======== Records for this exercise

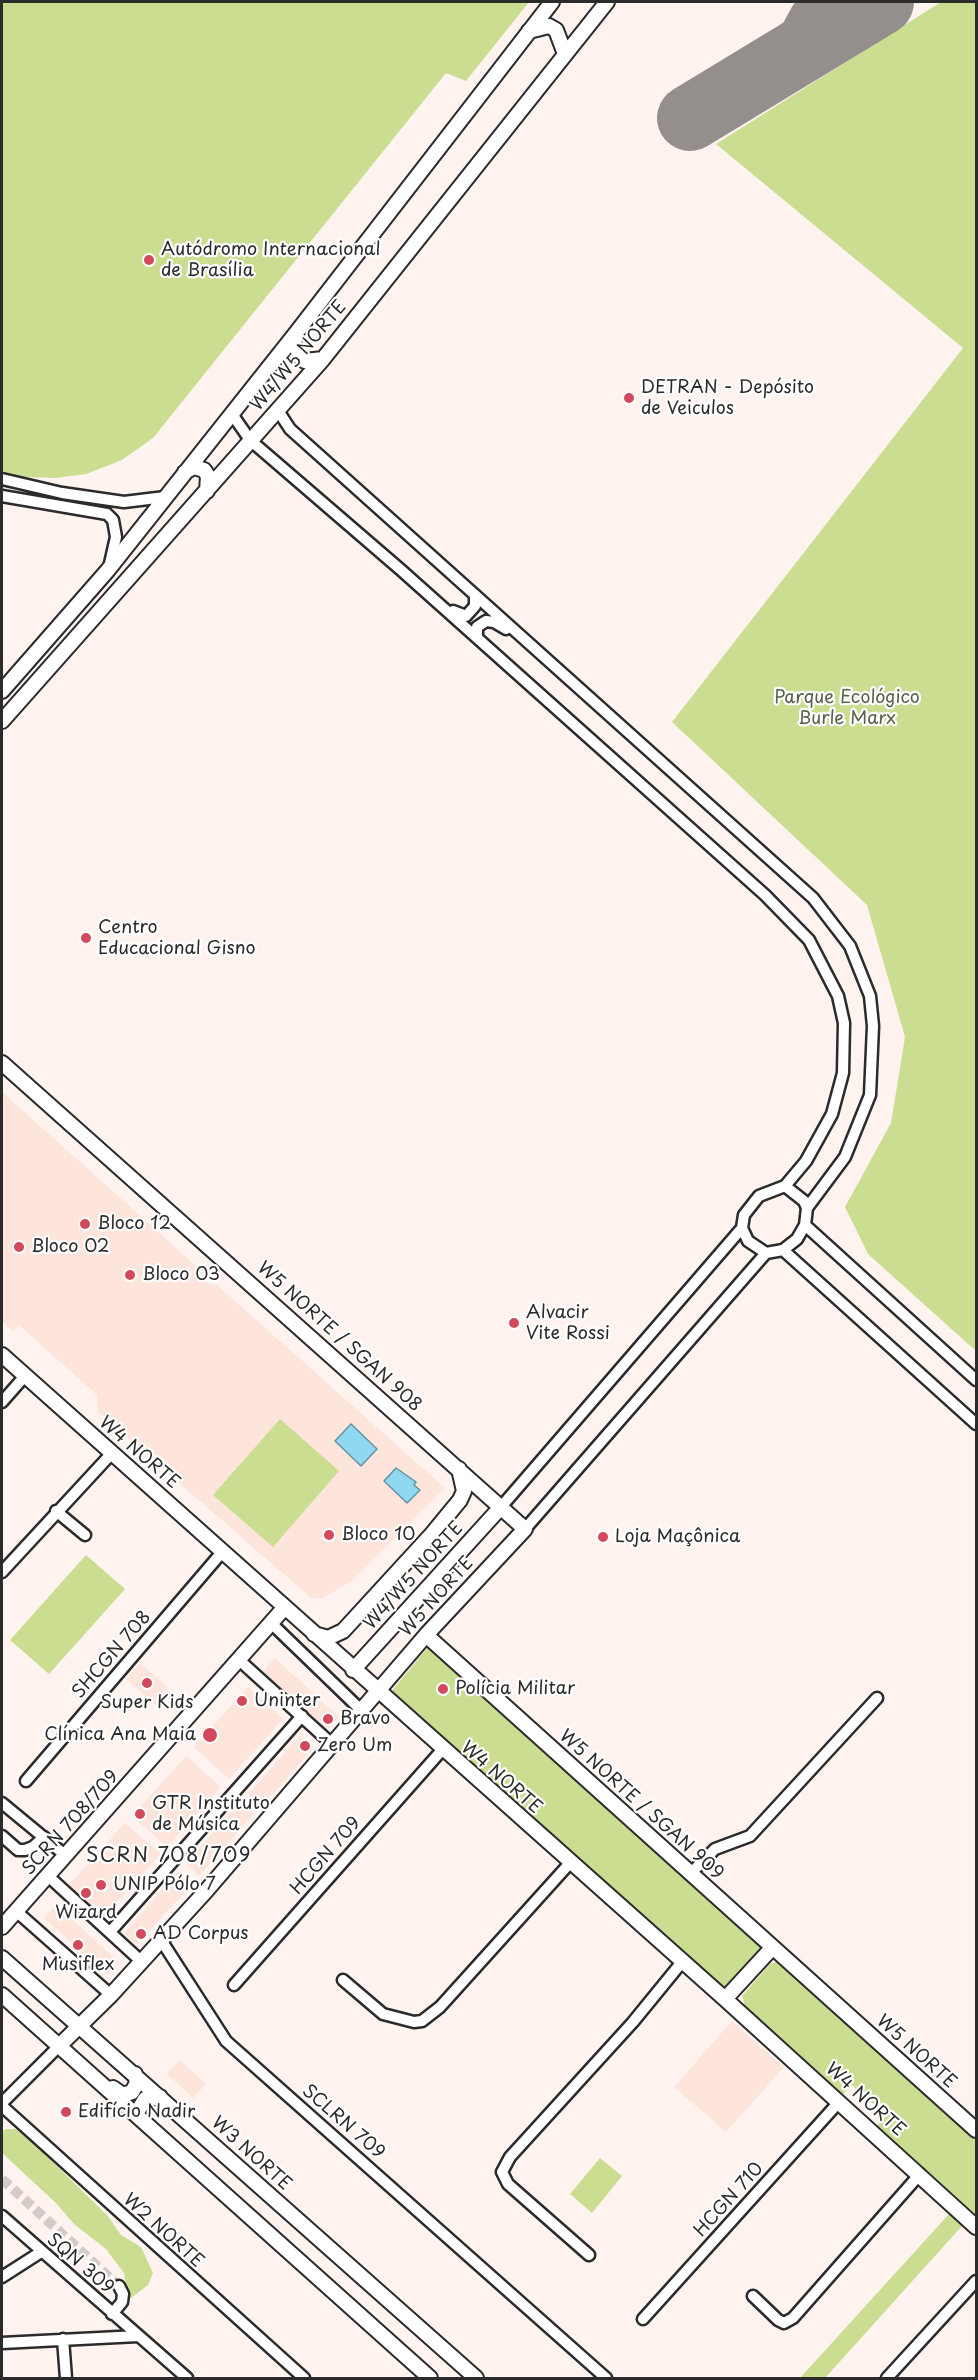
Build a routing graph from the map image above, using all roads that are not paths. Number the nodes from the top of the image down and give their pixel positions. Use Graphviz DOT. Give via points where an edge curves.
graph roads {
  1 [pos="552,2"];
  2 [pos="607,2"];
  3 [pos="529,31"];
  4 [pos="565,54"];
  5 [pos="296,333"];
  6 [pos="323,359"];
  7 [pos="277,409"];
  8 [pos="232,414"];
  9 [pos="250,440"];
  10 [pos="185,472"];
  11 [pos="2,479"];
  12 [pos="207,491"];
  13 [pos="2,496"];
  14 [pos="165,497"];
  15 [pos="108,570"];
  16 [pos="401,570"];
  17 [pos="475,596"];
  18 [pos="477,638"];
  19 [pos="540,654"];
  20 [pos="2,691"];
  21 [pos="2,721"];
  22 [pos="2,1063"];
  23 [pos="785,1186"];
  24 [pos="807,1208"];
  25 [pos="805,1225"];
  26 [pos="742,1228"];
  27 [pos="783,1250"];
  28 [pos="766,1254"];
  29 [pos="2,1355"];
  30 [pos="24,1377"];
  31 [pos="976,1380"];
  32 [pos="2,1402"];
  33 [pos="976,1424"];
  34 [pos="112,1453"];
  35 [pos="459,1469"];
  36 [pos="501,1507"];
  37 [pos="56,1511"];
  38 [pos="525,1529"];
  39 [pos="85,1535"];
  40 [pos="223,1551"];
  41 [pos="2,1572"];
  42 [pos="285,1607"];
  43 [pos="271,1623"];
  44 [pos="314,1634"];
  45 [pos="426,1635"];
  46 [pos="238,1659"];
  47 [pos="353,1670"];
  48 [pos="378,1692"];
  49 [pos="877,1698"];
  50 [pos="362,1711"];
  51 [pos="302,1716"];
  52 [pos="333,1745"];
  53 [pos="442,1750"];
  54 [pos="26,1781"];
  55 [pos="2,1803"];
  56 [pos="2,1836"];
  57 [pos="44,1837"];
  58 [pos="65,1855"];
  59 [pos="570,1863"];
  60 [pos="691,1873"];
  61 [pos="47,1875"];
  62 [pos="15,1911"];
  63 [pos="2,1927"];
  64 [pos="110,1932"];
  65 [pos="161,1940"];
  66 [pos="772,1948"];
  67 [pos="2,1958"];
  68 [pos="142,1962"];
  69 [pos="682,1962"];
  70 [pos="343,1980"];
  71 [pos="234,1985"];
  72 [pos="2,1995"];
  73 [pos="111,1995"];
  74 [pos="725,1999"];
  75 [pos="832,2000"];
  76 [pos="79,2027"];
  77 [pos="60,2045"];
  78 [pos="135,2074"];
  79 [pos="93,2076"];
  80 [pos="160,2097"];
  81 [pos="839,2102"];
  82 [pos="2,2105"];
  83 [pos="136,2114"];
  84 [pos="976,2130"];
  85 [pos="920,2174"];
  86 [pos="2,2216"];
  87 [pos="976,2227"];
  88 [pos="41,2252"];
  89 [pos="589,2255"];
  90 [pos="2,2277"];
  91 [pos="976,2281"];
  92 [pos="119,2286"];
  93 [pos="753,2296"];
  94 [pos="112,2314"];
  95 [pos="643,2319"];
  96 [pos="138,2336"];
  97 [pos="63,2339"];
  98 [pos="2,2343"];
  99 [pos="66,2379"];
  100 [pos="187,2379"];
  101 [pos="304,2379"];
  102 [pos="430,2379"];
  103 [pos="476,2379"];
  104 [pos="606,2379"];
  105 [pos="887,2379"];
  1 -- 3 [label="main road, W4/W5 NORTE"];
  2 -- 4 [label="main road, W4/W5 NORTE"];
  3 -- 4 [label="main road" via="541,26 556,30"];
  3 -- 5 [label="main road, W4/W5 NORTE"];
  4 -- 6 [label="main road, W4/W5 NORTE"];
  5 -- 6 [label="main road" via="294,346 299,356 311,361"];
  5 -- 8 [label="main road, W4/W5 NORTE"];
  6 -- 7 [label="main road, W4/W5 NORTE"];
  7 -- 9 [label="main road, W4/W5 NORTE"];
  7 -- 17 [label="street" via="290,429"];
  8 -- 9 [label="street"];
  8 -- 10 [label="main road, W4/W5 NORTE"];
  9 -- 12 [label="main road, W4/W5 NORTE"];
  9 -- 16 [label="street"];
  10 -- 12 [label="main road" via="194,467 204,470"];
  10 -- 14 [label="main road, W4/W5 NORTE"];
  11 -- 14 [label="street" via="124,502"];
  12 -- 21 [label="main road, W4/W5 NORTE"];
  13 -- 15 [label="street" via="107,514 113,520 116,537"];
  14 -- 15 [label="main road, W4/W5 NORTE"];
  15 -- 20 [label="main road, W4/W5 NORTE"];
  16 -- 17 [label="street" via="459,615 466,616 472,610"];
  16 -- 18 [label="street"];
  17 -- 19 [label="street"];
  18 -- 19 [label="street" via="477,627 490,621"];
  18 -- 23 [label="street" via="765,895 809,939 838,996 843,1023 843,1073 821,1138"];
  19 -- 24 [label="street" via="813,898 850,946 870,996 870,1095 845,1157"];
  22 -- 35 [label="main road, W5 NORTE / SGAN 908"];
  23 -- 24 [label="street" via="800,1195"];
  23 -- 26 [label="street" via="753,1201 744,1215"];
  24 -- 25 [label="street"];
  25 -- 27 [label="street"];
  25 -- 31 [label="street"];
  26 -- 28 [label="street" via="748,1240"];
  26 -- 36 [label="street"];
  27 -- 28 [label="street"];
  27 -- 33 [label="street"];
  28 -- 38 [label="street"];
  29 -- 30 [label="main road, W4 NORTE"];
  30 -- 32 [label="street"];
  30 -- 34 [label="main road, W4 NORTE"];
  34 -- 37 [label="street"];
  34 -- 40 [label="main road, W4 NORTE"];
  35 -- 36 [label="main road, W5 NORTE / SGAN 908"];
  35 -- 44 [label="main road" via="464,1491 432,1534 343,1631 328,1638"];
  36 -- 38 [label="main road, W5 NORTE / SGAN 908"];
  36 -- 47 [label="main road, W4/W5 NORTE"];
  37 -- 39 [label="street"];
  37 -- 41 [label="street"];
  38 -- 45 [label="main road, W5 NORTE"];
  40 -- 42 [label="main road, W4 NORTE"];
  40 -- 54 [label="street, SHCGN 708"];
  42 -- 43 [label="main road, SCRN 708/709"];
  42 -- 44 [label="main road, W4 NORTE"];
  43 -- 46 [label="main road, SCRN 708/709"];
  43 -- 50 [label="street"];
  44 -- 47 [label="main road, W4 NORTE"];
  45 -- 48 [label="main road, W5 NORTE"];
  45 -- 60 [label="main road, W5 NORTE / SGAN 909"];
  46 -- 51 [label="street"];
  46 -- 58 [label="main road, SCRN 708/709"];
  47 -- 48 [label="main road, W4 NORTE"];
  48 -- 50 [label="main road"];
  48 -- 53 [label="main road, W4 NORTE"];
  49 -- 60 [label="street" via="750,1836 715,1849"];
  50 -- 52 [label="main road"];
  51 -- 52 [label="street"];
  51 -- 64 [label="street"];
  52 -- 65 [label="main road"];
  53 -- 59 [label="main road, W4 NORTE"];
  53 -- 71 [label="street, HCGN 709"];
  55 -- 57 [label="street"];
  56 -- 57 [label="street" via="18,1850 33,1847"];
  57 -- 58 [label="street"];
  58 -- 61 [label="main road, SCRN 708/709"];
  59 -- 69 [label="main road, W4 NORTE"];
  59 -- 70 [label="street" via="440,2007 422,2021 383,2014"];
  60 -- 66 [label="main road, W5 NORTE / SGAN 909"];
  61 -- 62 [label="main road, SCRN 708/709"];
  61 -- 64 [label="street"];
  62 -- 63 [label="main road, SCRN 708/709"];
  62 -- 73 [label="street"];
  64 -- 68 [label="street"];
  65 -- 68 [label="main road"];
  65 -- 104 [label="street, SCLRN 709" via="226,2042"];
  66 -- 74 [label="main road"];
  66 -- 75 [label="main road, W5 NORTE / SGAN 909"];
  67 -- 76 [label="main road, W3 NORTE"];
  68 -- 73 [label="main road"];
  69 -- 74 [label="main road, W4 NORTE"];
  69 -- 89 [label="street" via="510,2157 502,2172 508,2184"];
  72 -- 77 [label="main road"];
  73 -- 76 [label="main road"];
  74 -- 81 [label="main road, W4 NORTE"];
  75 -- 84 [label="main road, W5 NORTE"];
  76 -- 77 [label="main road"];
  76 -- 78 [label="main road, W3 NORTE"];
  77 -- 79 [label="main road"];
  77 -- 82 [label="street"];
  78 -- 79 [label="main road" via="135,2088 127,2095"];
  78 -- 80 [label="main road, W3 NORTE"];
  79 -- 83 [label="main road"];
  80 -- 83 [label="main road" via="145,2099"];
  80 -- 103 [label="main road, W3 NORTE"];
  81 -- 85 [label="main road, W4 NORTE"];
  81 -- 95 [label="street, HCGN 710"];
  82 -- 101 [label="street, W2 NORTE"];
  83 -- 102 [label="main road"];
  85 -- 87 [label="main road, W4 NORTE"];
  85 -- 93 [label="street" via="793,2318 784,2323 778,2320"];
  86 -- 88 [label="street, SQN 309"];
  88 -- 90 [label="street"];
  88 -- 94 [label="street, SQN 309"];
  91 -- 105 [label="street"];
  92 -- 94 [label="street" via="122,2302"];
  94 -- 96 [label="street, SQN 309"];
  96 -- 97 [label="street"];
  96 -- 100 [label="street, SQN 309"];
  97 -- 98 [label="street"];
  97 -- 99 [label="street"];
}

================
======== Records for this exercise

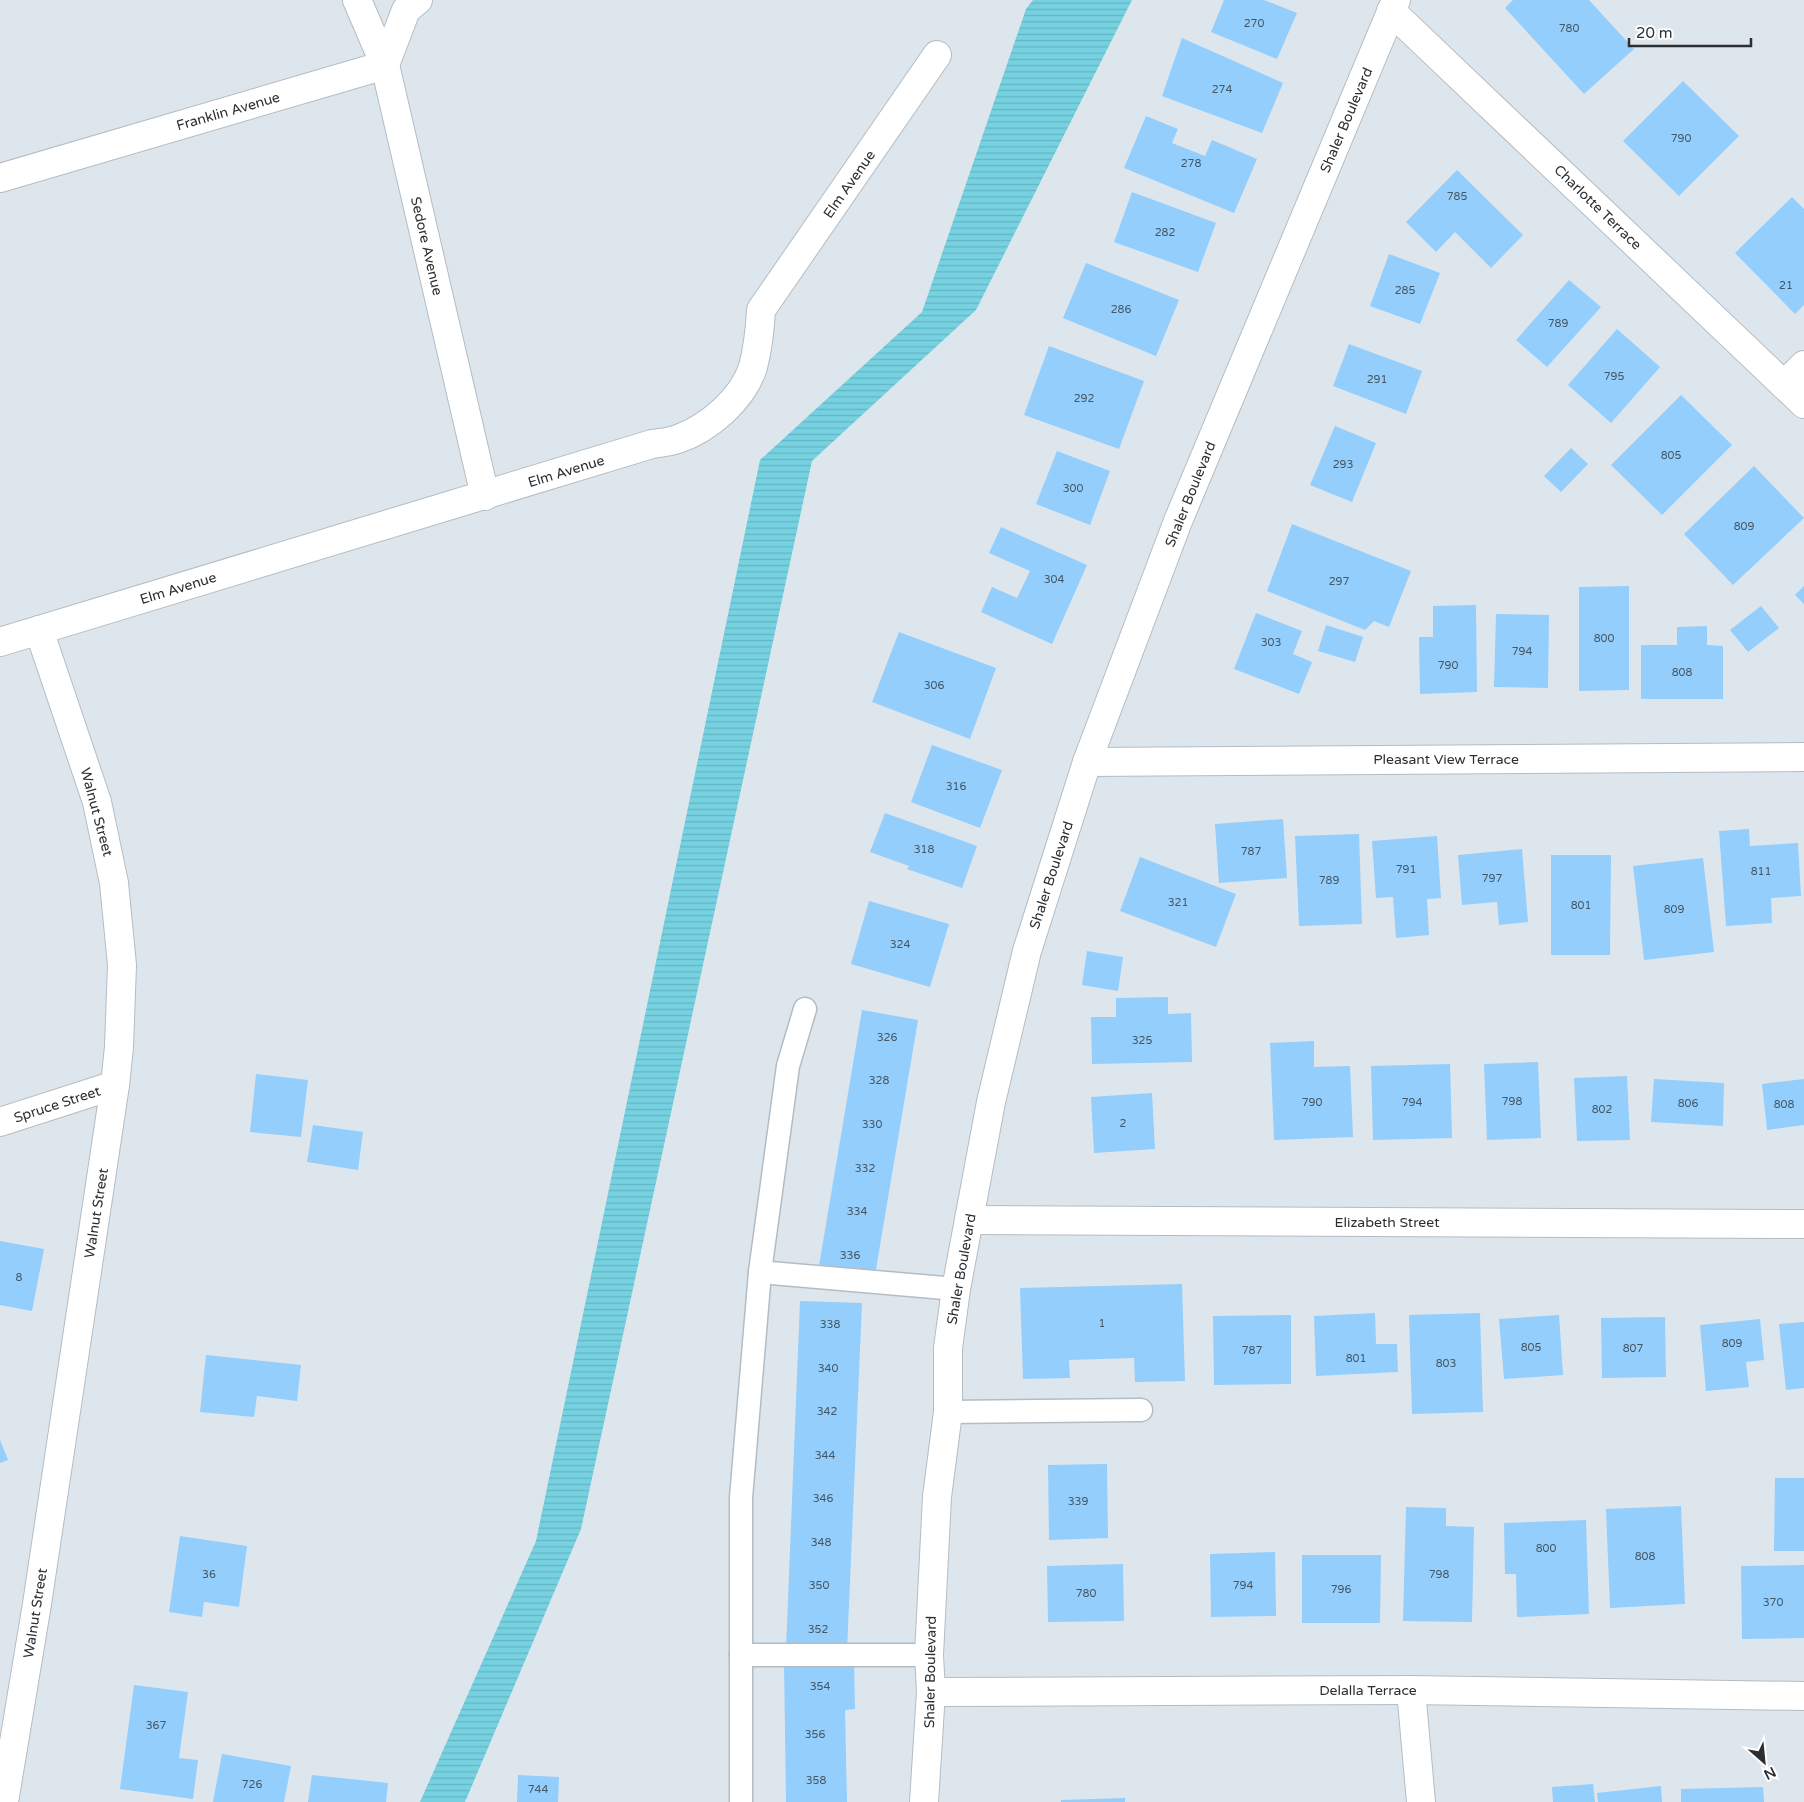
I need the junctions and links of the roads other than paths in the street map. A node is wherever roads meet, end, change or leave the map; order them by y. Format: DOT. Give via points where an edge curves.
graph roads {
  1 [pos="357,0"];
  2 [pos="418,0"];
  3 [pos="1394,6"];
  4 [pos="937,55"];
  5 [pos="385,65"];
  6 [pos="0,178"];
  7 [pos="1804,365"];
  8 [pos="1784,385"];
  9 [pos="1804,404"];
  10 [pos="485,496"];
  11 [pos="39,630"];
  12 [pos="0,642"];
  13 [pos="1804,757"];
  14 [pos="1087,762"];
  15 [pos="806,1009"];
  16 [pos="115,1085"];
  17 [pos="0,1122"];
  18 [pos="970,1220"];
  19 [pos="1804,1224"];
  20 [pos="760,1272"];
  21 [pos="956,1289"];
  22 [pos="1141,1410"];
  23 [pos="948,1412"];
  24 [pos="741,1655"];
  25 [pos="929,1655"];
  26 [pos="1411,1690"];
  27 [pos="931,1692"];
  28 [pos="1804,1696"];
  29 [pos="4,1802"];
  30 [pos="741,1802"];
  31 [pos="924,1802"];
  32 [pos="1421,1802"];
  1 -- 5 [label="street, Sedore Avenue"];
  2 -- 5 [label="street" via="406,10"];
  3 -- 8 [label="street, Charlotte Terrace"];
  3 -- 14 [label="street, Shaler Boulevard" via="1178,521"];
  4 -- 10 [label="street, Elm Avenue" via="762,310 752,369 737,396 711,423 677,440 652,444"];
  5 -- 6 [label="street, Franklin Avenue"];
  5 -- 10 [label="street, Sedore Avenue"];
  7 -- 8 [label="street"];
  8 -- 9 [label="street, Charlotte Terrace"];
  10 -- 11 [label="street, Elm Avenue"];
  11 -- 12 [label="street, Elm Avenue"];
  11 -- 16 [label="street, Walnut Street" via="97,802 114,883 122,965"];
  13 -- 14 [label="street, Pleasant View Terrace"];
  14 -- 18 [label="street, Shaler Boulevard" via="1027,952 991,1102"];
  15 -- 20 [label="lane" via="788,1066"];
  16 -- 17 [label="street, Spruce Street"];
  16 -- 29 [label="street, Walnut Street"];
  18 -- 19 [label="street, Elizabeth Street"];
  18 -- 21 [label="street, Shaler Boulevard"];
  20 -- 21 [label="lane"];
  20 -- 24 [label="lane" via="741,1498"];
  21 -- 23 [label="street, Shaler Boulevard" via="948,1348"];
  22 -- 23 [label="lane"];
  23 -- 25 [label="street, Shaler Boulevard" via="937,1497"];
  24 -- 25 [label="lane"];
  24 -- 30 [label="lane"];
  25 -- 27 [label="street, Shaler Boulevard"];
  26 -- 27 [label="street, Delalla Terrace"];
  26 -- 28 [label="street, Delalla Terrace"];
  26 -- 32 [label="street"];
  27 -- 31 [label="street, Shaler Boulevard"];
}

================

**Work order**
Every line of the material that holds the word "lane" must be found and copied.

**Response**
  15 -- 20 [label="lane" via="788,1066"];
  20 -- 21 [label="lane"];
  20 -- 24 [label="lane" via="741,1498"];
  22 -- 23 [label="lane"];
  24 -- 25 [label="lane"];
  24 -- 30 [label="lane"];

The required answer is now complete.